DATASET RECORDS.
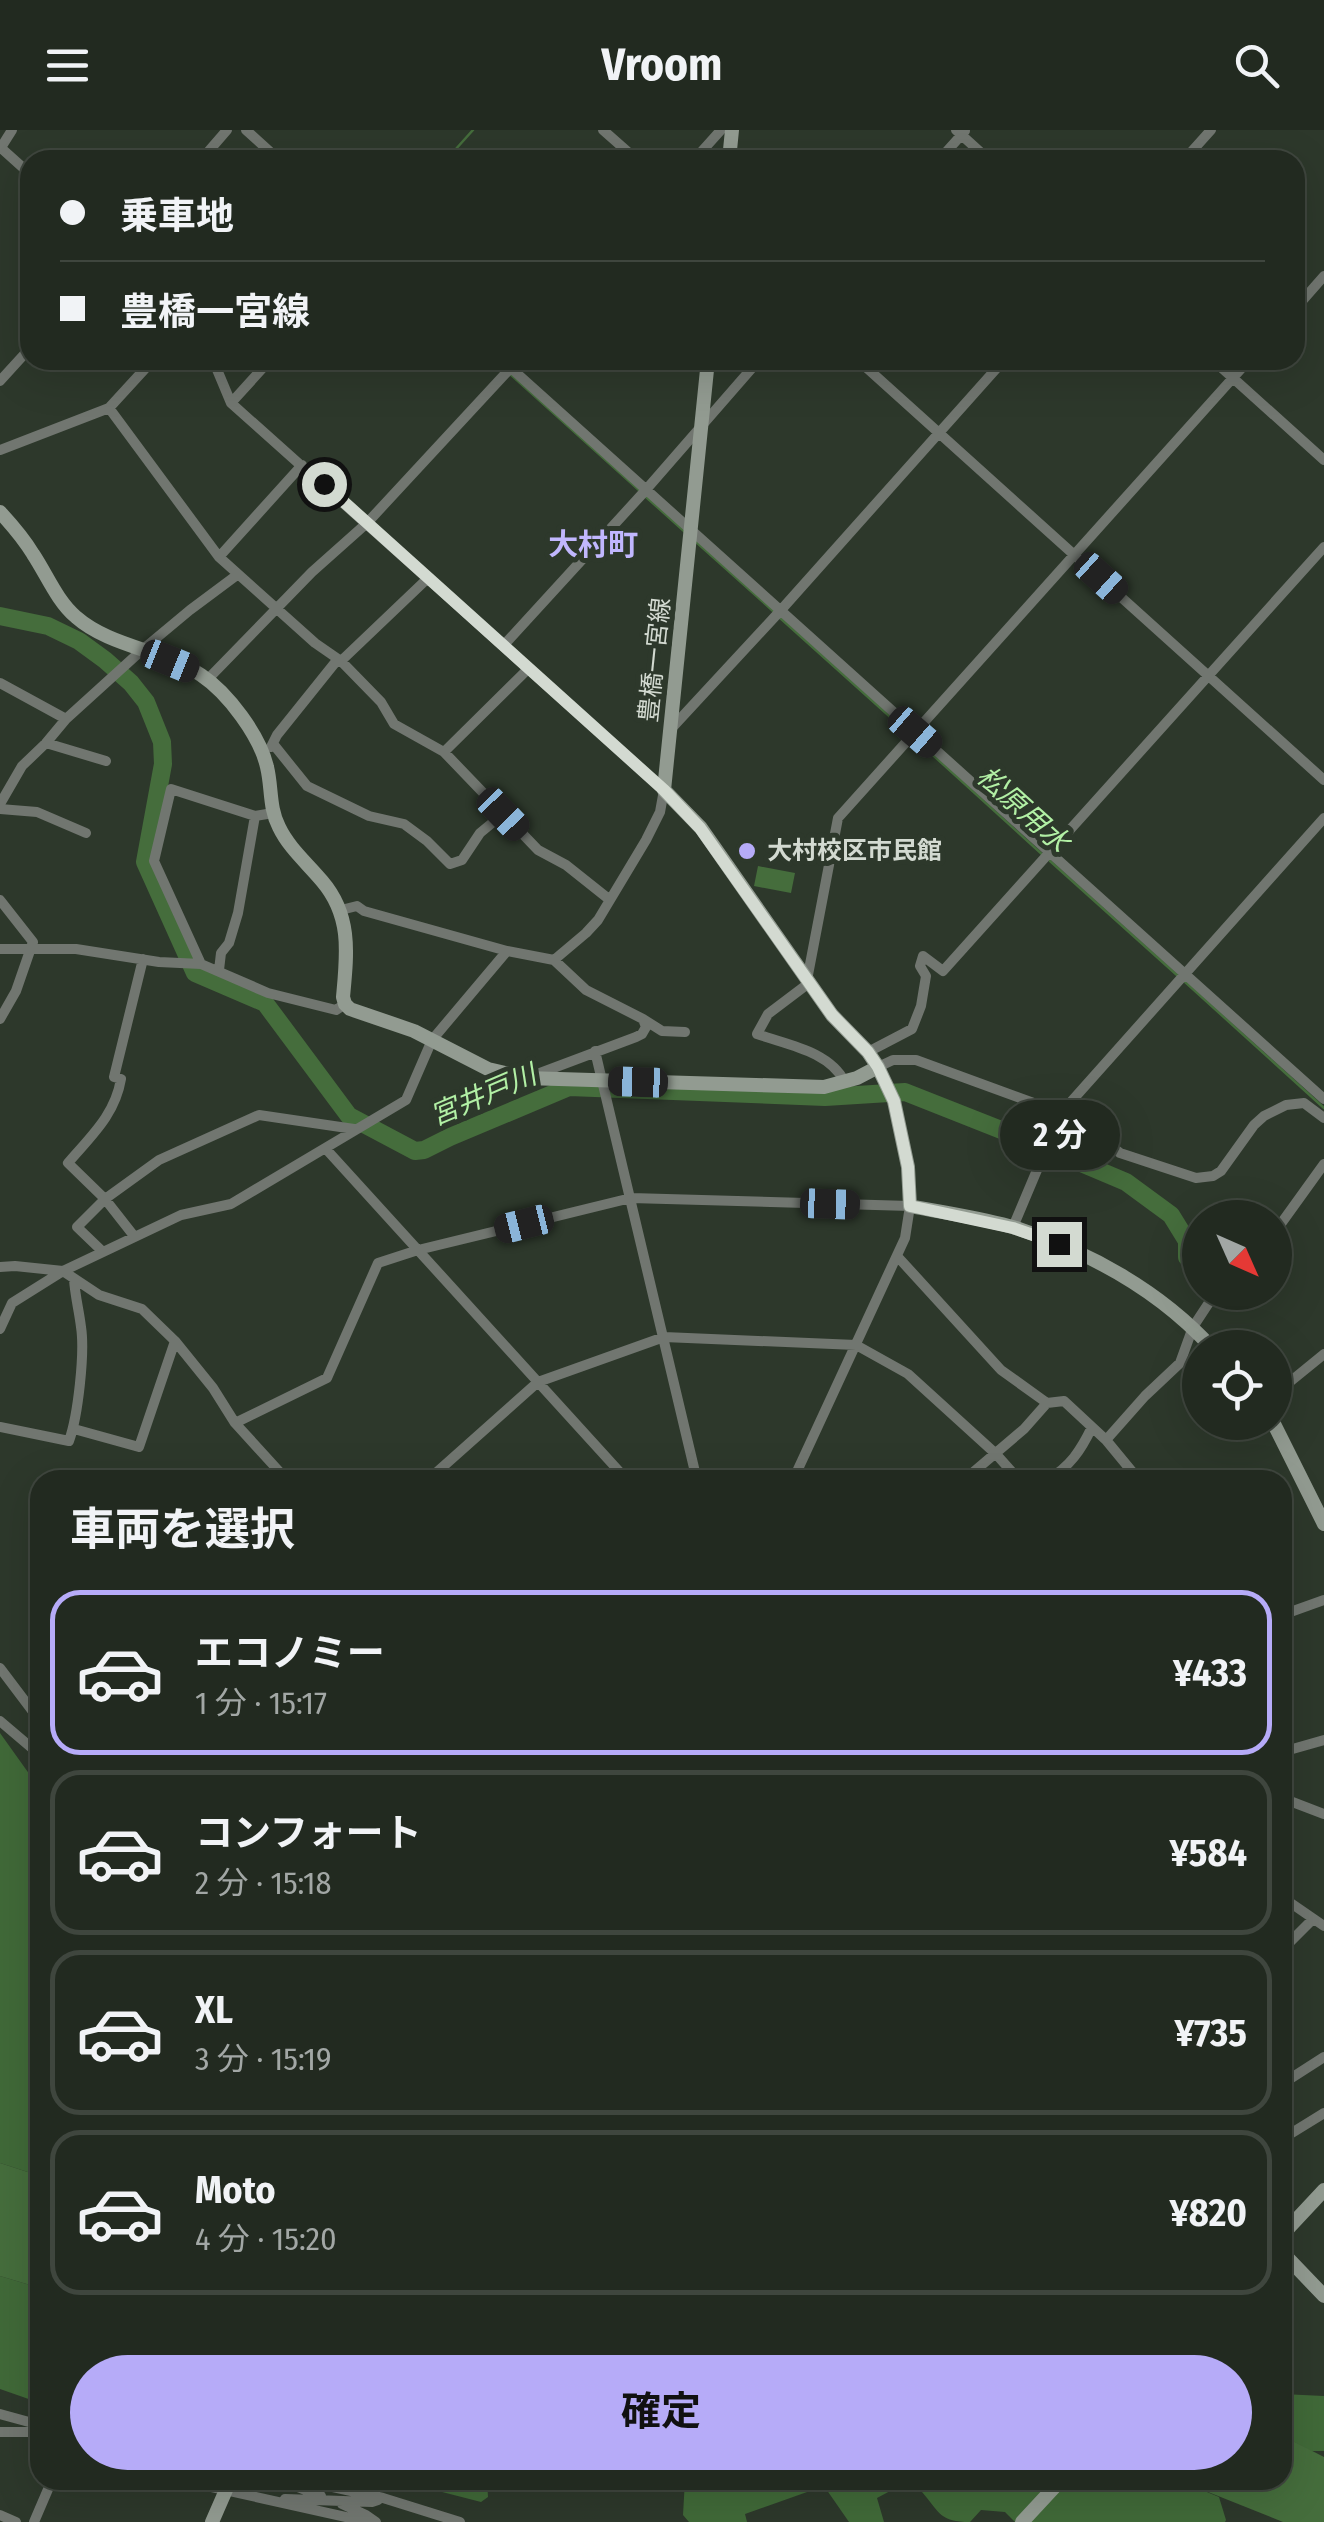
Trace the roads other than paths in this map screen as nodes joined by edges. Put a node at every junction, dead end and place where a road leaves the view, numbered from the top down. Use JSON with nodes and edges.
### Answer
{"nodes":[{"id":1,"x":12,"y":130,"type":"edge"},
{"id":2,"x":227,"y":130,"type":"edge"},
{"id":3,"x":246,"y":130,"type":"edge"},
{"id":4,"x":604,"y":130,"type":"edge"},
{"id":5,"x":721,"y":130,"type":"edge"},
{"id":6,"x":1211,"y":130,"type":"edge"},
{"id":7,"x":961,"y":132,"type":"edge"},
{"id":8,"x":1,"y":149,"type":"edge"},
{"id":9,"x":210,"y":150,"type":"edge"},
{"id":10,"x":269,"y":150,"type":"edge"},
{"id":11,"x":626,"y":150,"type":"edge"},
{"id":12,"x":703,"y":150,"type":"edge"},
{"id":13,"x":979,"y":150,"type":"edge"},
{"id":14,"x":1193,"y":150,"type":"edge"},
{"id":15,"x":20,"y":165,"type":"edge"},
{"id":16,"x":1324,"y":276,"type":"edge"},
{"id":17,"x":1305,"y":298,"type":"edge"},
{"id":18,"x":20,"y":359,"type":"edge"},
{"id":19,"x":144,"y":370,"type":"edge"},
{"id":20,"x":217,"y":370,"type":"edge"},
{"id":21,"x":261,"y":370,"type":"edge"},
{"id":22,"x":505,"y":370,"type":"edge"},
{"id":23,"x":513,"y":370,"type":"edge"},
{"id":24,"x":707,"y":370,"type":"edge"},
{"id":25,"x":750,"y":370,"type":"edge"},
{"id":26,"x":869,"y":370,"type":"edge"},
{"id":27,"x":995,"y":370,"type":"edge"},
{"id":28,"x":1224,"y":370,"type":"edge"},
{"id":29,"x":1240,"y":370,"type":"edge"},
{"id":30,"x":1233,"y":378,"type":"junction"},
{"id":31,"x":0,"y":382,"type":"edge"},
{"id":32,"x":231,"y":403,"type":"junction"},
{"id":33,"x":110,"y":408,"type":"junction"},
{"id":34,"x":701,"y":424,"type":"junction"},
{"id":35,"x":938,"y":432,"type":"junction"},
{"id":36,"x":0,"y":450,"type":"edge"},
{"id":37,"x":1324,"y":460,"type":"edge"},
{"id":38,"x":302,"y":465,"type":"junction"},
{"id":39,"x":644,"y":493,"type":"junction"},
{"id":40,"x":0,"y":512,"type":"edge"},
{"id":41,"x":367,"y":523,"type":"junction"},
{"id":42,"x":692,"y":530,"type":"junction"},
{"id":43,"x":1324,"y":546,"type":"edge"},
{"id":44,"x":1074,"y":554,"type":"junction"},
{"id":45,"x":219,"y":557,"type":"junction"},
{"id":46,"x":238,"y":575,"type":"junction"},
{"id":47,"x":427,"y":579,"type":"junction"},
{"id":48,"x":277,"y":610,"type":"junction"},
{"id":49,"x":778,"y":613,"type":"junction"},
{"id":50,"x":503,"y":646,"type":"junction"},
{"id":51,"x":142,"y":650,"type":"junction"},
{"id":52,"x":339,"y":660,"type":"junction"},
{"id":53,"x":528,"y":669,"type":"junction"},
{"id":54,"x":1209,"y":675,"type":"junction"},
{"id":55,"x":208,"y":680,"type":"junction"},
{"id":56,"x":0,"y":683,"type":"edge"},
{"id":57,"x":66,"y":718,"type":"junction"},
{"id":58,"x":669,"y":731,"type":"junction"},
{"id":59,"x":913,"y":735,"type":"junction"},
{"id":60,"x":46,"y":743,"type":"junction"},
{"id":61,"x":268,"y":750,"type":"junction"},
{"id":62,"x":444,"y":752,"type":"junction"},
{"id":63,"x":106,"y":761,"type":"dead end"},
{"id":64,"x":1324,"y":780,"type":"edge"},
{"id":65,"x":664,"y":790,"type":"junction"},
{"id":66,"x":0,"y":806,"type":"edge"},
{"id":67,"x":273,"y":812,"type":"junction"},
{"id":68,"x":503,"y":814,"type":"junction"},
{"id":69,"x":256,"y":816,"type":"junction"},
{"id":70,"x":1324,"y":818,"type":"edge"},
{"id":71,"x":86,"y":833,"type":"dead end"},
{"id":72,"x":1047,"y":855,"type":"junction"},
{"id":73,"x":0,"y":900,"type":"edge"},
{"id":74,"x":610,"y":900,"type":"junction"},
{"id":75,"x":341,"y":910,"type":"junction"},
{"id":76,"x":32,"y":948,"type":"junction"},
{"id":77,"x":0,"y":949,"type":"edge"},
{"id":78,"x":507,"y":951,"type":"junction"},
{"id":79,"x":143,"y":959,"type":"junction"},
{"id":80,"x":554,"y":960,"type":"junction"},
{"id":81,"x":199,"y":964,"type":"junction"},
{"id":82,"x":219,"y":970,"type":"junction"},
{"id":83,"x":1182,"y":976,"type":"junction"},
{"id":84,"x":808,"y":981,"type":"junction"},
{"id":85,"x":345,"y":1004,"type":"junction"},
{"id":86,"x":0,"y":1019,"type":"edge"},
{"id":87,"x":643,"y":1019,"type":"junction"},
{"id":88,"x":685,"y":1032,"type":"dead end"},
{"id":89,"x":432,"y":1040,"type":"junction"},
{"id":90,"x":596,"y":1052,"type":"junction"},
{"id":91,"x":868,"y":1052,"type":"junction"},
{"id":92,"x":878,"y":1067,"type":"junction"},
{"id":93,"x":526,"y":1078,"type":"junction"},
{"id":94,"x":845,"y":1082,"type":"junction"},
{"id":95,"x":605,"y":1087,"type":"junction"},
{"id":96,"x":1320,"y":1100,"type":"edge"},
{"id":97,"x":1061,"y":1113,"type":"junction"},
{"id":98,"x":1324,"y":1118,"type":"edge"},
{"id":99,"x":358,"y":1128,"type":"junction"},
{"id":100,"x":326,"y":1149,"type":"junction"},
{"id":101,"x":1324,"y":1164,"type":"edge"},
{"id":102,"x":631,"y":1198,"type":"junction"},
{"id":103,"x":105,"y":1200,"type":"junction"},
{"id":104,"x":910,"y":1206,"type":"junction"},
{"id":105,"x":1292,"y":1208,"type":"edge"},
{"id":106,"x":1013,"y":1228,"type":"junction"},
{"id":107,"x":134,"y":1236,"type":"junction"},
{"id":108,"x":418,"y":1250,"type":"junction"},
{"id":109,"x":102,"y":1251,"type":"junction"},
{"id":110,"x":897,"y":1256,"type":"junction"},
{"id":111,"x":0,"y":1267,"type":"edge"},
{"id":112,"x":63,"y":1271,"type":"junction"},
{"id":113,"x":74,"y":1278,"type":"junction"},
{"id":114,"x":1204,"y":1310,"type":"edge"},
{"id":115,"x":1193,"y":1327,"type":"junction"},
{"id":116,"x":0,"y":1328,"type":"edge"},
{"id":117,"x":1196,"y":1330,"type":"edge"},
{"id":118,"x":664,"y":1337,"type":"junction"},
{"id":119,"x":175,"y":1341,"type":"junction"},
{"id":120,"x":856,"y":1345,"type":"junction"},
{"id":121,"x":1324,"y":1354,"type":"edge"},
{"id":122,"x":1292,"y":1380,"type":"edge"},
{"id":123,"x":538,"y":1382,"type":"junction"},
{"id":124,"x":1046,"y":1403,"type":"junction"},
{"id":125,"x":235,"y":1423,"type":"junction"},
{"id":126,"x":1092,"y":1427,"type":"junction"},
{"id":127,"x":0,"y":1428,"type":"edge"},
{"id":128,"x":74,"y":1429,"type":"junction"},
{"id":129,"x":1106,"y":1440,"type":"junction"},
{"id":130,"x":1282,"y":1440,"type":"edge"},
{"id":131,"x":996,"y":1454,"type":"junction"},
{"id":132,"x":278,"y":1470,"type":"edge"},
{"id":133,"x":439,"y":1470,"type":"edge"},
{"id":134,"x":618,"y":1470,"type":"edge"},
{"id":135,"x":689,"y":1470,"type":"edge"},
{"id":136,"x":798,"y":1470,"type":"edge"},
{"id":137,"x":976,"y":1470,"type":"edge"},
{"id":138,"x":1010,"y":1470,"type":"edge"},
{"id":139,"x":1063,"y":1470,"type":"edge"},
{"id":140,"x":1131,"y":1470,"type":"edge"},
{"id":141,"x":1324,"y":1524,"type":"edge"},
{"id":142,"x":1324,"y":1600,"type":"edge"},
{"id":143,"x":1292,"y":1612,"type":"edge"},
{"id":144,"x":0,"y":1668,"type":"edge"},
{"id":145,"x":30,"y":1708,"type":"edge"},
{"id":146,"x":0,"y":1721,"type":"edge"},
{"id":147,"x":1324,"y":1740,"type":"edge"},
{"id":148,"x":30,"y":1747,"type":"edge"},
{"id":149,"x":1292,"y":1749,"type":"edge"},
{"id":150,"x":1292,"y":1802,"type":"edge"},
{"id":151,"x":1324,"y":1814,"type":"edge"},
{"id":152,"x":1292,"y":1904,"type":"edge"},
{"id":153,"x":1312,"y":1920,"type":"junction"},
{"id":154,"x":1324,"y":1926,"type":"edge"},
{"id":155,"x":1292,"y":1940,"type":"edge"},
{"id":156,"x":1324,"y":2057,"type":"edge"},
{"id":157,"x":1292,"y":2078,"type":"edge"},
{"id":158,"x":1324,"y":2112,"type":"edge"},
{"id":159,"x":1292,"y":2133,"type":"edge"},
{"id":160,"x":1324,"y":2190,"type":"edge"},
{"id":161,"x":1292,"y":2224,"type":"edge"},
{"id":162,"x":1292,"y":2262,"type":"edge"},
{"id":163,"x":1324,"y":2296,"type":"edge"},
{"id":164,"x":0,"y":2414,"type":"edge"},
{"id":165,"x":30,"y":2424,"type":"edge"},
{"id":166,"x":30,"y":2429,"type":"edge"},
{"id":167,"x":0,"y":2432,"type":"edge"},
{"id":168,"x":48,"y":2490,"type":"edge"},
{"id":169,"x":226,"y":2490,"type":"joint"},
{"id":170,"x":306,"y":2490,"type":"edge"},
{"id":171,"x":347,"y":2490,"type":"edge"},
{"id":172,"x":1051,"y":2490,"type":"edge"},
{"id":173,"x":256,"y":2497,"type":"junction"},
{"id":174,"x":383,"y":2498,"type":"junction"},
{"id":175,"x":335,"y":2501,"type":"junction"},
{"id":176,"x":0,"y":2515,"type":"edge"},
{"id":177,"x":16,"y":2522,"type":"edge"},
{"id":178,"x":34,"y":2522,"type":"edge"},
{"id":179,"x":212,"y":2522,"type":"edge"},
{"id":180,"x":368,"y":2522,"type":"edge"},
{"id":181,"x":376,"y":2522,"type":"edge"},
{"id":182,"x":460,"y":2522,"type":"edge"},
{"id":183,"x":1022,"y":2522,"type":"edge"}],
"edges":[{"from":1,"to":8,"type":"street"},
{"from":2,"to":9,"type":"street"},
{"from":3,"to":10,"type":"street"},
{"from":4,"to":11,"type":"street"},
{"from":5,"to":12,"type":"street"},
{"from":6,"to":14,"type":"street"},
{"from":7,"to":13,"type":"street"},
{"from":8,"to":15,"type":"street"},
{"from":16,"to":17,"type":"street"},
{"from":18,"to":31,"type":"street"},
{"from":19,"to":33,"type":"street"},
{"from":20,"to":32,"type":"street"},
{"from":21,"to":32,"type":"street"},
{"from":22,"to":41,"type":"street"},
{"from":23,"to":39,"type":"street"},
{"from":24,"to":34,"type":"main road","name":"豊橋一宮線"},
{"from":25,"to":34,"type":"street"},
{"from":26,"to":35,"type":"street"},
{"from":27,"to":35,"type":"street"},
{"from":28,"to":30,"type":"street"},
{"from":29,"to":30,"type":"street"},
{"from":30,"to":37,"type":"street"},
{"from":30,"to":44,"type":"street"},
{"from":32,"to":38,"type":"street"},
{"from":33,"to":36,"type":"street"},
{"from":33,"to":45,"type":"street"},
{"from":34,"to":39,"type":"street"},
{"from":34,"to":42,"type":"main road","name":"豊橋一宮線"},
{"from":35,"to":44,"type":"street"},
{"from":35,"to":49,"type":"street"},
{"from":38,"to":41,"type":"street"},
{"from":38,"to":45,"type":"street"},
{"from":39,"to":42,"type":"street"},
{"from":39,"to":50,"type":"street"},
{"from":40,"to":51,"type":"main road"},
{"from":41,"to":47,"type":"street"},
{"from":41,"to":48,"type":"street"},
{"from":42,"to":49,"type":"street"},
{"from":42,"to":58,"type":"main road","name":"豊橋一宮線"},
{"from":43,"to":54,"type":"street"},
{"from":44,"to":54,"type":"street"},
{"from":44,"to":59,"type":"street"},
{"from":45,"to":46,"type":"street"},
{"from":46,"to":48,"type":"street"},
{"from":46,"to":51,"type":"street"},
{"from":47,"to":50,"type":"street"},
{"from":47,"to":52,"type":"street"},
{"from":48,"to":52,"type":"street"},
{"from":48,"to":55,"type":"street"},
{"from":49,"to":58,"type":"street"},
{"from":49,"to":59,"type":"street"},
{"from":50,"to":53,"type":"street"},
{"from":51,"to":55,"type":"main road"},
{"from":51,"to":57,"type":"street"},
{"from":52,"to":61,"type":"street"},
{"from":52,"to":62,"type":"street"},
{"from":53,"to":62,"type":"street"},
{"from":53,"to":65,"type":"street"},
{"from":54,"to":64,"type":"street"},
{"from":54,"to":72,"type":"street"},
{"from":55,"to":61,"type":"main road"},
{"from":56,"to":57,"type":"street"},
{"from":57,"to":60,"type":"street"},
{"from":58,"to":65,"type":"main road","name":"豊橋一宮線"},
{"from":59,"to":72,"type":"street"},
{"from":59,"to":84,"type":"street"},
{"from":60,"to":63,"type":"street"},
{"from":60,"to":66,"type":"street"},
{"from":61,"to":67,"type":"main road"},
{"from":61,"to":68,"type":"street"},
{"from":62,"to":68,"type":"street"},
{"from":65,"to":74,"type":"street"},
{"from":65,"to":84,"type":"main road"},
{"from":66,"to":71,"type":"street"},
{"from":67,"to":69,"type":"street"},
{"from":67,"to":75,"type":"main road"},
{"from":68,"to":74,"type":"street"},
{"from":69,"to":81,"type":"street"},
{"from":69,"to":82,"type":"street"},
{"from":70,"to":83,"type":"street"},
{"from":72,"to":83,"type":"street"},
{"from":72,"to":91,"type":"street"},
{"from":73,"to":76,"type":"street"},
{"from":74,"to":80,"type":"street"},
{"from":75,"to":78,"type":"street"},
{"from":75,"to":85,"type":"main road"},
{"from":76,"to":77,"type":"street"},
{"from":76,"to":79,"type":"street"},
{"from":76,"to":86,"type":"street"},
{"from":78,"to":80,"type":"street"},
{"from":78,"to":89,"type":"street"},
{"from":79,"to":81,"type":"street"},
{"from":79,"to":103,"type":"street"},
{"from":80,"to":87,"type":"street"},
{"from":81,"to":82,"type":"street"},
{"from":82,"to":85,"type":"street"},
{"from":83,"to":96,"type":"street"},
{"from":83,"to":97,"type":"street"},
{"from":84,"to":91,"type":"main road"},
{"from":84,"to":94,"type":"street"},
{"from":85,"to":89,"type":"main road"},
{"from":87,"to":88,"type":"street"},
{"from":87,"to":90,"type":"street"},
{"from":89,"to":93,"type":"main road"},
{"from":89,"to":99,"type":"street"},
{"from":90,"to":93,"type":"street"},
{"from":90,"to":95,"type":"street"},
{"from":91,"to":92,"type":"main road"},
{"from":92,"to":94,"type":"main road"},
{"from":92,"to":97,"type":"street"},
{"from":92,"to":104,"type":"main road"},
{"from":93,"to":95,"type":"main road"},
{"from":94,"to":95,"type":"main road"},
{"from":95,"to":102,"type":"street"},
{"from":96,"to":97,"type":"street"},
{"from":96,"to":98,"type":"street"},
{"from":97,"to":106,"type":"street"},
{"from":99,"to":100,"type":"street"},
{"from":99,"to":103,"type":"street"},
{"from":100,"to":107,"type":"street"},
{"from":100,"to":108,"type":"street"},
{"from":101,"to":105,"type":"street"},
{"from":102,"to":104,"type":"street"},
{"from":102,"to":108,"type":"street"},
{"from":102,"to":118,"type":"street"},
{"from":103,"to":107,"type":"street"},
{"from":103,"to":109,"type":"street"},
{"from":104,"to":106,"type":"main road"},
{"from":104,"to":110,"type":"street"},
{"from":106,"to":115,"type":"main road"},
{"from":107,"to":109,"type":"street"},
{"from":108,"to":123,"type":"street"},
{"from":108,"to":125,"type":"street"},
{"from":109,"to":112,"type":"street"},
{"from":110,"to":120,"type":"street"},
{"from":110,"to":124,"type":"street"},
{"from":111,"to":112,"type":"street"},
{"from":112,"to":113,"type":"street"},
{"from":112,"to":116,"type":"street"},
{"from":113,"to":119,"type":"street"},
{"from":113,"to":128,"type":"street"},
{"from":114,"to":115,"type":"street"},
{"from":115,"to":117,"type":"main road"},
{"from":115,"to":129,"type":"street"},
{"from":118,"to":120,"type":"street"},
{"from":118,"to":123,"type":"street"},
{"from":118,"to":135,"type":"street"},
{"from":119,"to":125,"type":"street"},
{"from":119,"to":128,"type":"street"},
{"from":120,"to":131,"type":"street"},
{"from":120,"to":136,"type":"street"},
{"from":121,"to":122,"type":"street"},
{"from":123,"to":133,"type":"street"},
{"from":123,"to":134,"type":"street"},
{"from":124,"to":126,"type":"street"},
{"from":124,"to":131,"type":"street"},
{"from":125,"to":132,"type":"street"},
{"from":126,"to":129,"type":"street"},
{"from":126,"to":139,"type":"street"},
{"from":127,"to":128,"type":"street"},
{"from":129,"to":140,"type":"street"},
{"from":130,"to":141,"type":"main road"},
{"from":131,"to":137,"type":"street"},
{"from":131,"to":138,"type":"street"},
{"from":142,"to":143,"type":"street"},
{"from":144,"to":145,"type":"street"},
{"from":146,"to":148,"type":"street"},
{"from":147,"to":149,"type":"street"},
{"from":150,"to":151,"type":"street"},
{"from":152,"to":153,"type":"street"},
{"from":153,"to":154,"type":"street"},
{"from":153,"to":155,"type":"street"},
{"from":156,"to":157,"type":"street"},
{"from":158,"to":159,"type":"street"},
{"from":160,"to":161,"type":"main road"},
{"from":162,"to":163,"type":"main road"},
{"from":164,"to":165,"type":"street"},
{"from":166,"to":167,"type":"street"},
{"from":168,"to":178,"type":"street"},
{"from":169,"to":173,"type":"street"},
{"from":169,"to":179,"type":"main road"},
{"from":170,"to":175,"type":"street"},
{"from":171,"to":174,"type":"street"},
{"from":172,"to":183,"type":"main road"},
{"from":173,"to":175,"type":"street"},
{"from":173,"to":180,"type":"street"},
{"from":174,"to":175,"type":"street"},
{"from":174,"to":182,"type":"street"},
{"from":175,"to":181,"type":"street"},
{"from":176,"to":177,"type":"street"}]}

WHAT THIS TASK INVOLVES. Check the entries above for the word "dead" and copy every line where it turns up.

TASK RESPONSE.
Trace the roads other than paths in this map screen as nodes joined by edges. Put a node at every junction, dead end and place where a road leaves the view, numbered from the top down. Use JSON with nodes and edges.
{"id":63,"x":106,"y":761,"type":"dead end"},
{"id":71,"x":86,"y":833,"type":"dead end"},
{"id":88,"x":685,"y":1032,"type":"dead end"},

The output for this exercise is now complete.